Dhahar is a town in the eastern Sanaag region, and the capital of the Dhahar District. Puntland is in effective control, but Somaliland also claims this region based on pre colonial borders.

Overview
The town is disputed between Somaliland and Puntland, who has significant influence in the town. In November 2009, Puntland and Somaliland forces clashed near Dhahar. 

In 2016 an incident occurred between the two entities in Boodda-Cad, a remote settlement 30km west of Dhahar. According to Somaliland MP, Baar Said, the skirmishes took place away from Dhahar.
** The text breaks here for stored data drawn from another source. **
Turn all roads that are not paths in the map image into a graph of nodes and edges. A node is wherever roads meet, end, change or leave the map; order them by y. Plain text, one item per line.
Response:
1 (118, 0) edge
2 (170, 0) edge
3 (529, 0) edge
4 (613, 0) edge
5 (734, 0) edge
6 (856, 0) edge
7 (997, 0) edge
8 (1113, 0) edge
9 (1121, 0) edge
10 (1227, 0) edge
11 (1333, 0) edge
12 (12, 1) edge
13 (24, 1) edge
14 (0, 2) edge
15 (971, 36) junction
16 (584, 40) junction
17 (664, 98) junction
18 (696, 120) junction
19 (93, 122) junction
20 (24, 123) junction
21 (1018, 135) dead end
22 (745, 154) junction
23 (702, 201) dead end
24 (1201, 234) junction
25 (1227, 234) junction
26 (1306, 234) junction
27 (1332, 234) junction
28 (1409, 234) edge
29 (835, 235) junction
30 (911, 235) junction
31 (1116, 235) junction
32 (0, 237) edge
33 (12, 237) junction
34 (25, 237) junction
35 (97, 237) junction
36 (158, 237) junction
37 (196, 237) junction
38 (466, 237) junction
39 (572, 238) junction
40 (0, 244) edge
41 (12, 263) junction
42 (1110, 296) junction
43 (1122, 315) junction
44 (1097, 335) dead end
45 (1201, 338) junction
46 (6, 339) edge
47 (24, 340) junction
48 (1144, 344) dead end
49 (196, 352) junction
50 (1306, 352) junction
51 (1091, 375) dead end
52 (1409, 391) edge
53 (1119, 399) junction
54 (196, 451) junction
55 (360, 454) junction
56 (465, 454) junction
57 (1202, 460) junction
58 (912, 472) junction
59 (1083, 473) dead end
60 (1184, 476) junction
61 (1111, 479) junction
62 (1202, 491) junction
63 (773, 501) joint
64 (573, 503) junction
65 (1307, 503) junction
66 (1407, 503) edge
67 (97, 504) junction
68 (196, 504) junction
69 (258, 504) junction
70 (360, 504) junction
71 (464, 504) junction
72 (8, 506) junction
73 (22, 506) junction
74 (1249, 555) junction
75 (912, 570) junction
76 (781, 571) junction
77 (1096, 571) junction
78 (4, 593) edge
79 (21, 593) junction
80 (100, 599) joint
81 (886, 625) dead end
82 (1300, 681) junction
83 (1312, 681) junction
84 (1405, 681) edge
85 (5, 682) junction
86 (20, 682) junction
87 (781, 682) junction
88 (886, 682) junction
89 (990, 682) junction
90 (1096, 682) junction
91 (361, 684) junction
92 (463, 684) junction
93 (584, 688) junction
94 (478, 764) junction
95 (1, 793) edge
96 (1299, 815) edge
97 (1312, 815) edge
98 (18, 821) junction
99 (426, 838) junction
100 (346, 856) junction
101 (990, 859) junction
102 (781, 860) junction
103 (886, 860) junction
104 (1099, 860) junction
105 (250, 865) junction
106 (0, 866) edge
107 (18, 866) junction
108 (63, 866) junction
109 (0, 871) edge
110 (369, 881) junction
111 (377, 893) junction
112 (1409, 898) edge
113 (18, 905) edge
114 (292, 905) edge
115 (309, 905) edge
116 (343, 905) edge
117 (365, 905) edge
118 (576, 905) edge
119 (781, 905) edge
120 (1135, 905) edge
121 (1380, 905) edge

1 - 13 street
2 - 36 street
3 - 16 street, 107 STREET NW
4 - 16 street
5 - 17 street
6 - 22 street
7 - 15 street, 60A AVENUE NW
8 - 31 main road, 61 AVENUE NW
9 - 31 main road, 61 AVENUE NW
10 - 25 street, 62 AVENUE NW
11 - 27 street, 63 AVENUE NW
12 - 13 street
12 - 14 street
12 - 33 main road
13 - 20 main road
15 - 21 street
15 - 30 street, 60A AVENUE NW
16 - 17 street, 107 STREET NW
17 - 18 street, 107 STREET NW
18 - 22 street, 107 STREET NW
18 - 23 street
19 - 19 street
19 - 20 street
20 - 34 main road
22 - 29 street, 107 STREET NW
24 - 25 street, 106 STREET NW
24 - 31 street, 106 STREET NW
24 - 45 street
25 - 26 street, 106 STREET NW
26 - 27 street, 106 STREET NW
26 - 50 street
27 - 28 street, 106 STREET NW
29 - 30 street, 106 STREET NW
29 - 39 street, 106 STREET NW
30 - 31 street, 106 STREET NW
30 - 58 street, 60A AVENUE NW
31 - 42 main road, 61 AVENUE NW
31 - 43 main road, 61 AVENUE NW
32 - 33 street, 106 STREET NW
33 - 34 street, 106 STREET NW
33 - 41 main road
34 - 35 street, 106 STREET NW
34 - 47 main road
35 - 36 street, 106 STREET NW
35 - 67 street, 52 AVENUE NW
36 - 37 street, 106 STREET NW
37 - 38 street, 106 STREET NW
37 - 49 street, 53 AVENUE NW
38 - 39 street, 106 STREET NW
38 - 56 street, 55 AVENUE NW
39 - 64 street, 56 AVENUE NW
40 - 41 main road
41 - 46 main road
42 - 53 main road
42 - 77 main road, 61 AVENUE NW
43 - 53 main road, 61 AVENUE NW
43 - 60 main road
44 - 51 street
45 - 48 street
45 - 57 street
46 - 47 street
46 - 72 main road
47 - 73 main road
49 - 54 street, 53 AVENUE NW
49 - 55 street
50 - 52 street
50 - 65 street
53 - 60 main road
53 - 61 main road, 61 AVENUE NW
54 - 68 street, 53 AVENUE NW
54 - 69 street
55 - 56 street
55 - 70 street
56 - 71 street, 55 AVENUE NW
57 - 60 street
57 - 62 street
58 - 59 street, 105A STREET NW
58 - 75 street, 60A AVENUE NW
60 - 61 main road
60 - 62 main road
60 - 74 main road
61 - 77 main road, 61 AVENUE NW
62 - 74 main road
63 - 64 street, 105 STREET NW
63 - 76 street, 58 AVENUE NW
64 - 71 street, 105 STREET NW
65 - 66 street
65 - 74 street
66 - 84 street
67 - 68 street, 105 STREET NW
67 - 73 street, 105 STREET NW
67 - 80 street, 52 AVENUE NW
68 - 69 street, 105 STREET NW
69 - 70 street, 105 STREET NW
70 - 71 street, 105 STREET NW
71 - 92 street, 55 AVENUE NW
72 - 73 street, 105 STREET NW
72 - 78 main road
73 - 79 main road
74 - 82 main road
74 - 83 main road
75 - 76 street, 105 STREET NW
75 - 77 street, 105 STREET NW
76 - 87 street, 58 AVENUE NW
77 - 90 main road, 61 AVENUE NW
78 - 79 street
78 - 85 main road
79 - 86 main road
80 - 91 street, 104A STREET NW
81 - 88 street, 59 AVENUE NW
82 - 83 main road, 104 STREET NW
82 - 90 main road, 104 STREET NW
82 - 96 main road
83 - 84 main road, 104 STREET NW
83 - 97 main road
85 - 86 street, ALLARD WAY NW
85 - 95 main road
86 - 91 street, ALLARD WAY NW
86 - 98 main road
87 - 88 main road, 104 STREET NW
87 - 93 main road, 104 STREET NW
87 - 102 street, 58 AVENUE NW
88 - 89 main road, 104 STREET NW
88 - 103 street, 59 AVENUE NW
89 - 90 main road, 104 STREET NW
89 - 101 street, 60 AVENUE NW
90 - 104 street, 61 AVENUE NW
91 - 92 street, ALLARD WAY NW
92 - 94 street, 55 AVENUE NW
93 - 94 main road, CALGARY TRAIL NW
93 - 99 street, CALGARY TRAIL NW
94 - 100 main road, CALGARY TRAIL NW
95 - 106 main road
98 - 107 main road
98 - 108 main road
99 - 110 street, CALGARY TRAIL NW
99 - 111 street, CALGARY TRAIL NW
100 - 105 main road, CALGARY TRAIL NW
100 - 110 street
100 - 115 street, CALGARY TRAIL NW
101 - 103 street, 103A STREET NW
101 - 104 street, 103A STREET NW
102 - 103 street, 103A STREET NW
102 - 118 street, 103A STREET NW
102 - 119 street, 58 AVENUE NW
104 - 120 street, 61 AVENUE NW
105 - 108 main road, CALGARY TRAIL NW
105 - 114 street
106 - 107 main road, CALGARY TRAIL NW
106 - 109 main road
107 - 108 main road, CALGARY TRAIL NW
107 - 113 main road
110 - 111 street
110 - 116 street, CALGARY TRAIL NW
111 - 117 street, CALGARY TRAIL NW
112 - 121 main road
A Somaliland Armed Forces base is present in the town where the 93rd division is positioned.

In January 2018, Gamal Mohamed Hassan, the Minister of Planning and International Cooperation visited Dhahar, as well as the city of Badhan in the Sanaag region along with Puntland officials.

In March 2021 police fired into the air to disperse pro-Farmaajo/anti Deni demonstrators in Dhahar district.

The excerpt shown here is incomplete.